╔══

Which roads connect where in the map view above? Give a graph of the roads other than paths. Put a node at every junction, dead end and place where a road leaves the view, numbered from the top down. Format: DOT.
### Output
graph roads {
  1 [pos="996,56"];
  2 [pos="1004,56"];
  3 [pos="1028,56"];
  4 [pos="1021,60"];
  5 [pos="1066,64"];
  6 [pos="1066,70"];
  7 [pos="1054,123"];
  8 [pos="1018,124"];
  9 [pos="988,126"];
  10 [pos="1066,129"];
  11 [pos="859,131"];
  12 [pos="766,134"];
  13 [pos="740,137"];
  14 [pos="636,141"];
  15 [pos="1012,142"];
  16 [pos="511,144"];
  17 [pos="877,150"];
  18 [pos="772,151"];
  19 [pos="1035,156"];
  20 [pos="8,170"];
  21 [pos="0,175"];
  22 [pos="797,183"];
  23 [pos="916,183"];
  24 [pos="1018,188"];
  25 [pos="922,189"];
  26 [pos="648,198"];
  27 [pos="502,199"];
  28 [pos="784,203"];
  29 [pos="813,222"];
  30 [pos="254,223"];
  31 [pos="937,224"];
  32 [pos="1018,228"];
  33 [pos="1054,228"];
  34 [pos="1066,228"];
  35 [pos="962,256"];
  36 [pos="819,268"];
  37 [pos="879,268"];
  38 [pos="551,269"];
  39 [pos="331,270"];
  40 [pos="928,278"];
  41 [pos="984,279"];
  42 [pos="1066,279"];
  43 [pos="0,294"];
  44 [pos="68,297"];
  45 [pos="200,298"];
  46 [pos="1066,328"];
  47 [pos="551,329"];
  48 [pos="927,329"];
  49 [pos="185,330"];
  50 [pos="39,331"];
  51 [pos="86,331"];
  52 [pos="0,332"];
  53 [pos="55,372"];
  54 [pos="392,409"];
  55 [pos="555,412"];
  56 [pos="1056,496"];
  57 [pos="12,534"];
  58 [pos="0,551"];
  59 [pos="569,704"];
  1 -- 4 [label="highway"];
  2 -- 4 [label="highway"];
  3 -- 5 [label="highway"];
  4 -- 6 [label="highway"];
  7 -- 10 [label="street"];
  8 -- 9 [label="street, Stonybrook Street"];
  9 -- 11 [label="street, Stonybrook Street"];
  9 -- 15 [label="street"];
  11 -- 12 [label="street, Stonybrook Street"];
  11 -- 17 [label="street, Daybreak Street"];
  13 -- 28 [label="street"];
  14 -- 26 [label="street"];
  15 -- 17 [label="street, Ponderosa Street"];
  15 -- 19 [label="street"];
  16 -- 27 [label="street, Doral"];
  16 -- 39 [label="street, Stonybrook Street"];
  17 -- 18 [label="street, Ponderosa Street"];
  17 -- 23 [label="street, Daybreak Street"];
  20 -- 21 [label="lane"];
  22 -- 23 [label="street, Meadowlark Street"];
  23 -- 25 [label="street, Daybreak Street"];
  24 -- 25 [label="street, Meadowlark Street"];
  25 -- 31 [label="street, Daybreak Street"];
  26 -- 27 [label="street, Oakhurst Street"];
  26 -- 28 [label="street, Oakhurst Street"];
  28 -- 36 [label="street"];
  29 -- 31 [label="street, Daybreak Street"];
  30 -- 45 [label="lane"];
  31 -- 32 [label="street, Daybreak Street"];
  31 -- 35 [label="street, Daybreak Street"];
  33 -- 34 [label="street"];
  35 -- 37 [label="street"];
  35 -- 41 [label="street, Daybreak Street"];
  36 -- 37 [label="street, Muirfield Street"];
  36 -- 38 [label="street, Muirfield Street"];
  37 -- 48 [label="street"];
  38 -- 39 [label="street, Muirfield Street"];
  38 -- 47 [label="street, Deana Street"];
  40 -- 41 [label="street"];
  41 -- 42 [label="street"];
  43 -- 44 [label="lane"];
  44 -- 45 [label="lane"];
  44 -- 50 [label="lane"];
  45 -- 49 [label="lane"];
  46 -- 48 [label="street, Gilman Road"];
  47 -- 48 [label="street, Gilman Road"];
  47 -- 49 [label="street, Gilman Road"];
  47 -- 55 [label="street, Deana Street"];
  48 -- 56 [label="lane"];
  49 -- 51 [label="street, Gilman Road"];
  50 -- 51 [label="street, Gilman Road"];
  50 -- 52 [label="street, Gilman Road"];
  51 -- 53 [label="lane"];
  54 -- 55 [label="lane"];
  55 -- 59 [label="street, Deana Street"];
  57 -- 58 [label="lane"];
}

╚══

EXERCISE AIM
Transcribe the listing above exactly, including every line.

REPLY
Which roads connect where in the map view above? Give a graph of the roads other than paths. Put a node at every junction, dead end and place where a road leaves the view, numbered from the top down. Format: DOT.
### Output
graph roads {
  1 [pos="996,56"];
  2 [pos="1004,56"];
  3 [pos="1028,56"];
  4 [pos="1021,60"];
  5 [pos="1066,64"];
  6 [pos="1066,70"];
  7 [pos="1054,123"];
  8 [pos="1018,124"];
  9 [pos="988,126"];
  10 [pos="1066,129"];
  11 [pos="859,131"];
  12 [pos="766,134"];
  13 [pos="740,137"];
  14 [pos="636,141"];
  15 [pos="1012,142"];
  16 [pos="511,144"];
  17 [pos="877,150"];
  18 [pos="772,151"];
  19 [pos="1035,156"];
  20 [pos="8,170"];
  21 [pos="0,175"];
  22 [pos="797,183"];
  23 [pos="916,183"];
  24 [pos="1018,188"];
  25 [pos="922,189"];
  26 [pos="648,198"];
  27 [pos="502,199"];
  28 [pos="784,203"];
  29 [pos="813,222"];
  30 [pos="254,223"];
  31 [pos="937,224"];
  32 [pos="1018,228"];
  33 [pos="1054,228"];
  34 [pos="1066,228"];
  35 [pos="962,256"];
  36 [pos="819,268"];
  37 [pos="879,268"];
  38 [pos="551,269"];
  39 [pos="331,270"];
  40 [pos="928,278"];
  41 [pos="984,279"];
  42 [pos="1066,279"];
  43 [pos="0,294"];
  44 [pos="68,297"];
  45 [pos="200,298"];
  46 [pos="1066,328"];
  47 [pos="551,329"];
  48 [pos="927,329"];
  49 [pos="185,330"];
  50 [pos="39,331"];
  51 [pos="86,331"];
  52 [pos="0,332"];
  53 [pos="55,372"];
  54 [pos="392,409"];
  55 [pos="555,412"];
  56 [pos="1056,496"];
  57 [pos="12,534"];
  58 [pos="0,551"];
  59 [pos="569,704"];
  1 -- 4 [label="highway"];
  2 -- 4 [label="highway"];
  3 -- 5 [label="highway"];
  4 -- 6 [label="highway"];
  7 -- 10 [label="street"];
  8 -- 9 [label="street, Stonybrook Street"];
  9 -- 11 [label="street, Stonybrook Street"];
  9 -- 15 [label="street"];
  11 -- 12 [label="street, Stonybrook Street"];
  11 -- 17 [label="street, Daybreak Street"];
  13 -- 28 [label="street"];
  14 -- 26 [label="street"];
  15 -- 17 [label="street, Ponderosa Street"];
  15 -- 19 [label="street"];
  16 -- 27 [label="street, Doral"];
  16 -- 39 [label="street, Stonybrook Street"];
  17 -- 18 [label="street, Ponderosa Street"];
  17 -- 23 [label="street, Daybreak Street"];
  20 -- 21 [label="lane"];
  22 -- 23 [label="street, Meadowlark Street"];
  23 -- 25 [label="street, Daybreak Street"];
  24 -- 25 [label="street, Meadowlark Street"];
  25 -- 31 [label="street, Daybreak Street"];
  26 -- 27 [label="street, Oakhurst Street"];
  26 -- 28 [label="street, Oakhurst Street"];
  28 -- 36 [label="street"];
  29 -- 31 [label="street, Daybreak Street"];
  30 -- 45 [label="lane"];
  31 -- 32 [label="street, Daybreak Street"];
  31 -- 35 [label="street, Daybreak Street"];
  33 -- 34 [label="street"];
  35 -- 37 [label="street"];
  35 -- 41 [label="street, Daybreak Street"];
  36 -- 37 [label="street, Muirfield Street"];
  36 -- 38 [label="street, Muirfield Street"];
  37 -- 48 [label="street"];
  38 -- 39 [label="street, Muirfield Street"];
  38 -- 47 [label="street, Deana Street"];
  40 -- 41 [label="street"];
  41 -- 42 [label="street"];
  43 -- 44 [label="lane"];
  44 -- 45 [label="lane"];
  44 -- 50 [label="lane"];
  45 -- 49 [label="lane"];
  46 -- 48 [label="street, Gilman Road"];
  47 -- 48 [label="street, Gilman Road"];
  47 -- 49 [label="street, Gilman Road"];
  47 -- 55 [label="street, Deana Street"];
  48 -- 56 [label="lane"];
  49 -- 51 [label="street, Gilman Road"];
  50 -- 51 [label="street, Gilman Road"];
  50 -- 52 [label="street, Gilman Road"];
  51 -- 53 [label="lane"];
  54 -- 55 [label="lane"];
  55 -- 59 [label="street, Deana Street"];
  57 -- 58 [label="lane"];
}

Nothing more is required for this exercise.